According to this Institute, we must be wary if the page does not have legal notice with information about the company, conditions of sale, returns or complaints, and you also have to be suspicious if the prices are significantly below the market or if all the products have the same amount.

To their decalogue of tips they add that of searching the network itself for information about the reputation of the store in which the transaction is to be made -through the ratings or reviews of other users-, and pay special attention to the “aspect” of the store, that its design is homogeneous, that the images have quality and that all the sections are complete and well written.

Customers buy televisions at a megastore during a Black Friday sale in Sao Paulo, Brazil, on November 25, 2021. (NELSON ALMEIDA / AFP).

Numerous companies specializing in computer security and authentication have also issued their recommendations regarding the proliferation of offers and promotions on the occasion of the Black Friday and “cyber monday” and so that purchases are made with confidence and security.

The international company WatchGuard Technologies has warned that the “most obvious” form used by criminals these days is “phishing” through email, suggesting that users avoid any email that is suspicious.

And he has also underlined the relevance of not providing the details of a bank card when there is no guarantee of protection, of not buying on any website and of look for the padlock in the browser or the letters “https: //”, which ensure that communication with that site is encrypted.

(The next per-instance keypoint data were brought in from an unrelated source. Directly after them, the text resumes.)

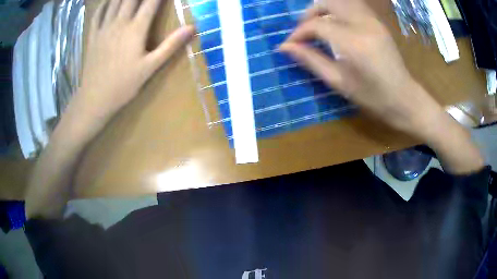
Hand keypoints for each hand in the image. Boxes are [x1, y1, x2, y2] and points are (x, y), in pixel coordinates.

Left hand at [77, 0, 193, 121]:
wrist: (94, 99)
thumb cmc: (124, 85)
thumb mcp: (150, 67)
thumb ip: (170, 45)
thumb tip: (192, 27)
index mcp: (136, 29)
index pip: (151, 2)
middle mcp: (120, 22)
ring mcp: (104, 28)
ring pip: (115, 1)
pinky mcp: (93, 35)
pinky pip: (98, 14)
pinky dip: (104, 4)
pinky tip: (108, 1)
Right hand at [280, 0, 442, 137]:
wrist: (404, 98)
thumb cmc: (372, 97)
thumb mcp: (339, 82)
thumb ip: (311, 60)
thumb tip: (285, 47)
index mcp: (352, 42)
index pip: (316, 25)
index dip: (299, 33)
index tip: (290, 45)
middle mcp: (362, 24)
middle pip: (328, 2)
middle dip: (310, 13)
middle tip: (304, 29)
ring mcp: (373, 20)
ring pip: (342, 0)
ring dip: (325, 7)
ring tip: (319, 23)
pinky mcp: (378, 22)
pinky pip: (354, 5)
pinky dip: (339, 8)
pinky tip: (336, 22)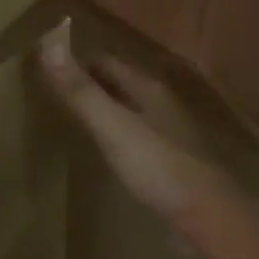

The computer security company ESET has warned that criminals have launched many malicious email campaigns to steal user information, especially that related to their credit cards, and has specified that one of the techniques preferred by scammers is the of supplanting transport or logistics companies to make their emails credible.

Specialized in the information security sector, the company S21sec has also pointed to the “phishing”As the main threat during a period of increased shopping like the one that begins now, and the proliferation of attractive content that encourages consumers to“ click ”on a link from which criminals can steal personal and financial information .

And to the most common recommendations, it adds that of not filling out forms on unreliable websites and that of keeping the operating systems of computers and mobile device applications up-to-date.

According to data from the multinational Kaspersky, fraud in digital payments multiplies during sales dates or seasons. The company has detailed that its systems have detected more than 200,000 “junk” or unwanted (“spam”) emails containing the words “black friday”.

Impersonations (“phishing”) Most recurrent, according to the data provided by this multinational, are those that replicate the pages of Amazon, eBay, Alibaba or Mercado Libre.

As a last piece of advice, institutions and companies agree on the importance of distrusting pages that offer prices well below the normal market and attending to one of the oldest recommendations, which has become almost an aphorism: “too good to be true”.